Spectra Lab
Diagram of absorption by a cool cloud

The student investigates basic properties of spectra in the lab using emission tubes and spectroscopes.

Background and Theory

Astronomy is nearly entirely a study of light. From this single source of information, we can often find the physical conditions, compositions and processes in distant objects. A plot of the brightness of an object versus wavelength is called a spectrum, (pl. spectra), and is observed using a spectrograph. By spreading out the light by wavelength, we can gain insight into what's happening to photons of particular wavelenghts (or energies), which in turn tells us what's happening with particular types of atoms. There are three components of a spectrum: continuum emission (or blackbody radiation), emission lines, and absorption lines.

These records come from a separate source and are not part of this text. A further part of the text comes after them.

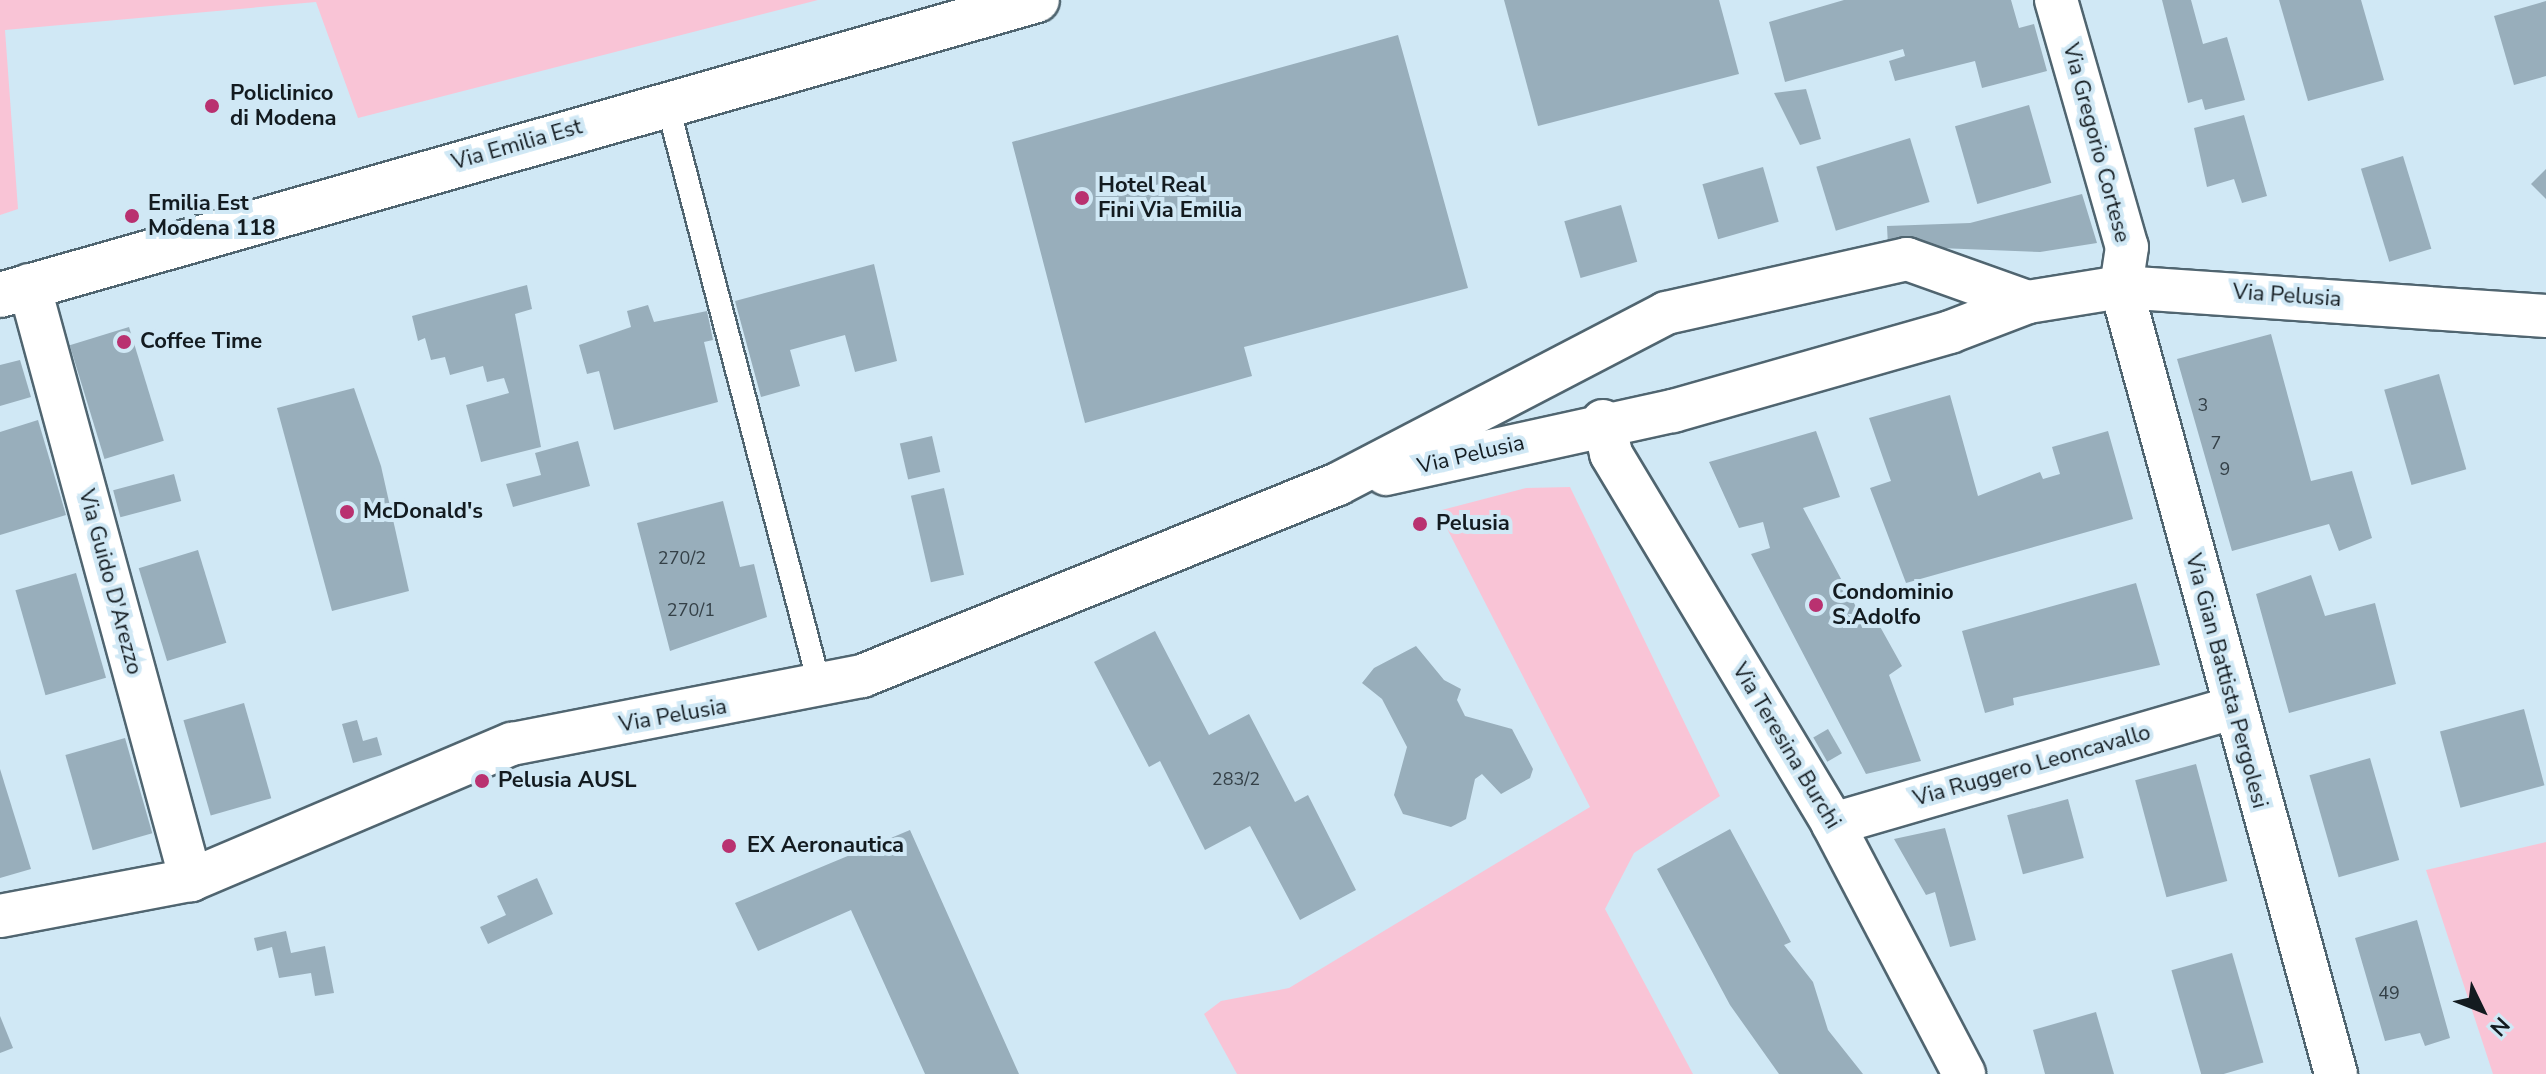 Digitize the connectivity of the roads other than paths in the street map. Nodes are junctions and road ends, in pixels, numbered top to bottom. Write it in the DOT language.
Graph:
graph roads {
  1 [pos="1037,0"];
  2 [pos="2056,0"];
  3 [pos="667,103"];
  4 [pos="2121,287"];
  5 [pos="14,290"];
  6 [pos="2028,302"];
  7 [pos="2546,316"];
  8 [pos="1581,363"];
  9 [pos="1603,421"];
  10 [pos="1338,484"];
  11 [pos="820,687"];
  12 [pos="2231,708"];
  13 [pos="1833,824"];
  14 [pos="191,880"];
  15 [pos="0,916"];
  16 [pos="1964,1074"];
  17 [pos="2336,1074"];
  1 -- 3 [label="street, Via Emilia Est"];
  2 -- 4 [label="street, Via Gregorio Cortese"];
  3 -- 5 [label="street, Via Emilia Est"];
  3 -- 11 [label="lane"];
  4 -- 6 [label="street, Via Pelusia"];
  4 -- 7 [label="street, Via Pelusia"];
  4 -- 12 [label="street, Via Gian Battista Pergolesi"];
  5 -- 14 [label="street, Via Guido D'Arezzo"];
  6 -- 8 [label="street, Via Pelusia"];
  6 -- 9 [label="street, Via Pelusia"];
  8 -- 9 [label="street"];
  8 -- 10 [label="street, Via Pelusia"];
  9 -- 10 [label="street, Via Pelusia"];
  9 -- 13 [label="street, Via Teresina Burchi"];
  10 -- 11 [label="street, Via Pelusia"];
  11 -- 14 [label="street, Via Pelusia"];
  12 -- 13 [label="street, Via Ruggero Leoncavallo"];
  12 -- 17 [label="street, Via Gian Battista Pergolesi"];
  13 -- 16 [label="street, Via Teresina Burchi"];
  14 -- 15 [label="street, Via Pelusia"];
}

The important thing to know about absorption and emission lines is that every atom of a particular element (hydrogen, say) will have the same pattern of lines all the time. And the spacing of the lines is the same in both absorption and emission, only emission lines are added to the continuum, while absorption lines are subtracted.

In this lab, you will be using spectrometers to look at various elements which have been heated so that they have many emission lines. You will also observe emission from continuum sources, and from combinations of elements. As you look in the narrow end of the box, look for the wavelength scale inside: 4 through 7 denotes a wavelength scale of 4000Å through 7000Å The calibration is not very accurate, but usually good to within a few hundred Å.


Print out the Worksheet.

  1. Examine each of the light sources in the table on the worksheet (not necessarily in order!). Write down what type of spectrum you see (continuous, emission, absorption). Draw the spectrum you see roughly on the scale. Try to draw a distinction between sharp and fuzzy lines, bright and faint lines, and regions where continuum is bright and faint. Fill in the spaces (above the numbers 4, 4.5, 5, 5.5, etc.) with the color you perceive or no color.

    Helium, Hydrogen, Mercury, and Neon lamps all excite a thin gas. The incandescent lamp glows from thermal emission of a hot metal filament. When observing daylight, look out the window at the sky (clouds are best). Never look directly at the sun with your spectroscope!! To observe the fluorescent lights, step outside into the hallway so the classroom may remain dark for the faint gas lamps.

  2. Examine the mystery gas and compare its spectrum to those on the spectral chart. What is the mystery gas?

  3. The fluorescent overhead lights are also gas lamps, although a white fluorescent coating has been placed on the glass of the tube. This coating smears out the spectrum and converts some blue light to redder light, in order to more closely simulate natural light. Use your spectroscope to identify one of the gases in the lamps which is also present in the overhead lights.(Recall that a certain pattern of strong lines is the signature of a specific gas.)

  4. While observing either daylight or the incandescent lamp, take each of the three filters (separately!) and move them in and out in front of your spectroscope's slit. Describe what you see for each of the three filters.

  5. Promotional signs are often made of lit, colored tubing. These are commonly called neon lights. However, you have seen here that excited neon gas emits a distinctive spectrum and appears orange to the eye. How do you suppose a sign which includes blue and white lettering is made?

  6. You have learned in the classroom that our Sun displays an absorption line spectrum. Examine the solar spectrum carefully and locate the dark absorption lines. At what wavelengths do they appear?

  7. Describe the difference in appearance between absorption and emission lines. Draw a diagram of a spectrum with a few of each, and label them.

  8. Now describe the difference in the physical mechanisms responsible for absorption and emission lines. Draw a diagram of an atom absorbing a photon, and a diagram of an atom emitting a photon.

  9. How are emission lines different from continuum radiation? Draw a diagram to help explain what you mean.